Deliveroo condamné en France pour travail dissimulé
C’est une longue bataille qui s’achève : un ancien coursier de Deliveroo, qui avait commencé à livrer en 2015, avait engagé en 2016 une procédure contre la plateforme pour voir son contrat de prestations de service requalifié en contrat de travail. Le Conseil des Prud’hommes de Paris vient de lui donner raison en condamnant la plateforme pour travail dissimulé.

Une première en France
Une soixantaine de dossiers similaires avaient déjà été traités contre Take Eat Easy, la plateforme belge liquidée en 2016. Il y a encore un an, un membre de l’équipe OPS Deliveroo confiait avec assurance que la plateforme britannique n’était pas concerné par ces procédures, son mode de fonctionnement étant différent et écartant les risques de requalification.

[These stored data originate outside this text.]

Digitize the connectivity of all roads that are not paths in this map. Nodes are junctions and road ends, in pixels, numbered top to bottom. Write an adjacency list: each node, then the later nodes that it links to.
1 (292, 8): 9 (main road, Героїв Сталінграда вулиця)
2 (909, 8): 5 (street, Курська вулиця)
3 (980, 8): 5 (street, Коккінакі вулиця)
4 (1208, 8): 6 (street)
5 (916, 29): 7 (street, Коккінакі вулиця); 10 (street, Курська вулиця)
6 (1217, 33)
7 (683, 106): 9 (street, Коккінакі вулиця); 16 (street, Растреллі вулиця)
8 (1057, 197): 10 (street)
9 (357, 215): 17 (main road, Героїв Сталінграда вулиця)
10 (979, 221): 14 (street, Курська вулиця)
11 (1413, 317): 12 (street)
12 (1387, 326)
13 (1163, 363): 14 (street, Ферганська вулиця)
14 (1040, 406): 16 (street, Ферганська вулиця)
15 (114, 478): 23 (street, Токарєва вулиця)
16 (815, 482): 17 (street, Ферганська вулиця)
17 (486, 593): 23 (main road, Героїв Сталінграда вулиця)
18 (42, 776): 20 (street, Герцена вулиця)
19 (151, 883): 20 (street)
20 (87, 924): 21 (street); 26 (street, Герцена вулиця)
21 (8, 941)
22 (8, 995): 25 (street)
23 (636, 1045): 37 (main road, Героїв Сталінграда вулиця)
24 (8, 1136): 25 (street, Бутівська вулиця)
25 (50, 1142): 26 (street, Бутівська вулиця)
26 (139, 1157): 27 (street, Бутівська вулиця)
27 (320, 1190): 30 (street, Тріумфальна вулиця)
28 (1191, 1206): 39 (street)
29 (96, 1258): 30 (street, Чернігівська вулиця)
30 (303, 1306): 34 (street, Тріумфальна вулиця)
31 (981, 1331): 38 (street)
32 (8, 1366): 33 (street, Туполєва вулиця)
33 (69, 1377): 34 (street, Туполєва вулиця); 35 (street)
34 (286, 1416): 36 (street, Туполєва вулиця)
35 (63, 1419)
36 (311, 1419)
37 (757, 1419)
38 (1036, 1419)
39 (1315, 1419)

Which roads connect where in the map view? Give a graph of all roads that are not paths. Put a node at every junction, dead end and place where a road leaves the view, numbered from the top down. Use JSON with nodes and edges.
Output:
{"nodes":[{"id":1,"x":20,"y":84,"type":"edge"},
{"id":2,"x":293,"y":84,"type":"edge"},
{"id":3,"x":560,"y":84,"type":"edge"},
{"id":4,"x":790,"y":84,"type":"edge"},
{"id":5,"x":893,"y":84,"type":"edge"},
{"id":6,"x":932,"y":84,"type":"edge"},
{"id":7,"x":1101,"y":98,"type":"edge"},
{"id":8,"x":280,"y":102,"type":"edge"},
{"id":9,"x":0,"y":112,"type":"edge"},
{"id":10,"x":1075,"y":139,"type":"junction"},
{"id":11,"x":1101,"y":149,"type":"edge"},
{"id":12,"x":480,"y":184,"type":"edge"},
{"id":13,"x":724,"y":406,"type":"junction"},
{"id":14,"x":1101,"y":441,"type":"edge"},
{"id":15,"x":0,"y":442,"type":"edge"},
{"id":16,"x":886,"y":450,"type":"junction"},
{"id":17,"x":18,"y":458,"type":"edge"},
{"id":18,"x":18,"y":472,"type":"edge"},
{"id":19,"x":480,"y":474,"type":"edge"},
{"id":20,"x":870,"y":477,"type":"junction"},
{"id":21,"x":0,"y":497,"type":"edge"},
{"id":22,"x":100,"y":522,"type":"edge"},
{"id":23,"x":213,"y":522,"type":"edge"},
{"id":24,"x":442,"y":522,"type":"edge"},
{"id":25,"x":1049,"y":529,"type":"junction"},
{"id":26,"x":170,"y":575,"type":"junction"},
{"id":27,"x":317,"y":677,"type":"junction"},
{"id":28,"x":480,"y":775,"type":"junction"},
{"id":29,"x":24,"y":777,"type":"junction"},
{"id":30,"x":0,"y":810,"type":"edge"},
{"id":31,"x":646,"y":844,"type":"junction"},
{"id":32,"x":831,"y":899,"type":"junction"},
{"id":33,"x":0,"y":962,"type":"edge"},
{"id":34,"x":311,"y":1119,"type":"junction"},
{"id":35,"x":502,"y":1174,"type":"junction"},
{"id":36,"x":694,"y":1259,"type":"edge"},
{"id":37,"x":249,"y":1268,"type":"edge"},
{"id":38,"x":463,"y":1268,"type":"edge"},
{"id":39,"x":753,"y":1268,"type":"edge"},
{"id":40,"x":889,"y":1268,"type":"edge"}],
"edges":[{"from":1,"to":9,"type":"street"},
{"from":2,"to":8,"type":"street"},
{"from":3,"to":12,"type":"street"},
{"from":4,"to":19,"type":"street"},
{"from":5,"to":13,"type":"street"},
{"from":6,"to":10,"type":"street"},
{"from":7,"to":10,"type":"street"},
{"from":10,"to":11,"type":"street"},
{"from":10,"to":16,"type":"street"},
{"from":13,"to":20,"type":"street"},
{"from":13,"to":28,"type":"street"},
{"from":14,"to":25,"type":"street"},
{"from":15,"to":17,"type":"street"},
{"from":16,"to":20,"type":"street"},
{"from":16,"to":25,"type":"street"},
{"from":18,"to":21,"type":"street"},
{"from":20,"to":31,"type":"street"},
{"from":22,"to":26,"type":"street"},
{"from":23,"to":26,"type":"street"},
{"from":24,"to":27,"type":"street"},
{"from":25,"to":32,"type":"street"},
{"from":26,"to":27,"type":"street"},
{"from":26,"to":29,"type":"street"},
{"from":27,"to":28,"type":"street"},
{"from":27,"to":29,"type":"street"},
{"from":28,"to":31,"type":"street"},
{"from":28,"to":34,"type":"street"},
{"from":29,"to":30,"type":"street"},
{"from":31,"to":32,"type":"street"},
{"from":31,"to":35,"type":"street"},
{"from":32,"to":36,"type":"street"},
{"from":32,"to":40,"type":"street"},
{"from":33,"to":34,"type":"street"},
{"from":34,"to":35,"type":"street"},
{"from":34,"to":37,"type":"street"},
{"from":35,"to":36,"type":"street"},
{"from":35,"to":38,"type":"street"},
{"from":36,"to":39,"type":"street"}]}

La justice en a décidé autrement, puisque pour la première fois dans le cas de Deliveroo, le lien entre la plateforme et un coursier a bien été reconnu comme du travail dissimulé, plus communément nommé du salariat déguisé. Deliveroo a donc été condamné à verser 30 000€ à son ancien travailleur, en réparation des préjudices subis.
Un porte-parole de la plateforme a réagi à cette décision auprès de l’AFP : « Nous allons examiner cette décision et éventuellement faire appel », en rappelant que ce cas était spécifique à l’ancien modèle de tarification, quand Deliveroo proposait à ses coursiers une rémunération à l’heure.
Une décision motivée par les conditions d’exercice du contrat
Nous l’expliquions il y a un maintenant un peu plus d’un an, suite à l’arrêt de la Cour de Cassation contre Take Eat Easy : ce n’est pas le nom qu’on donne au contrat qui le définit, ce sont les conditions dans lesquelles il est exercé.
Si la plateforme dispose d’un pouvoir de direction, de contrôle et de sanction, il existe alors un lien de subordination qui définit de fait la relation de travail comme étant du salariat. Dans cette décision contre Deliveroo, le Conseil des Prud’hommes a retenu de nombreux éléments parmi les conditions d’exercice du contrat (suivi GPS, pouvoir de sanction, rémunération et zones unilatéralement fixées), qui suffisent à dire que le coursier n’exerçait pas en tant qu’indépendant.
Que va-t-il se passer ensuite ?
Maître Kevin Mention, avocat historique des coursiers des plateformes qui a gagné cette première affaire contre Deliveroo, et qui avait rédigé pour Coursier Job l’excellente tribune « Abus du statut des coursiers : la reconnaissance du salariat renforce aussi l’indépendance », n’entend pas s’arrêter là. Il y a en effet toujours une centaine de dossiers en cours contre Take Eat Easy, et environ 90 contre Foodora, qui a quitté le marché français à l’été 2018. L’avocat s’apprête également à lancer une cinquantaine de nouvelles procédures contre Deliveroo, ainsi que contre Frichti et Stuart.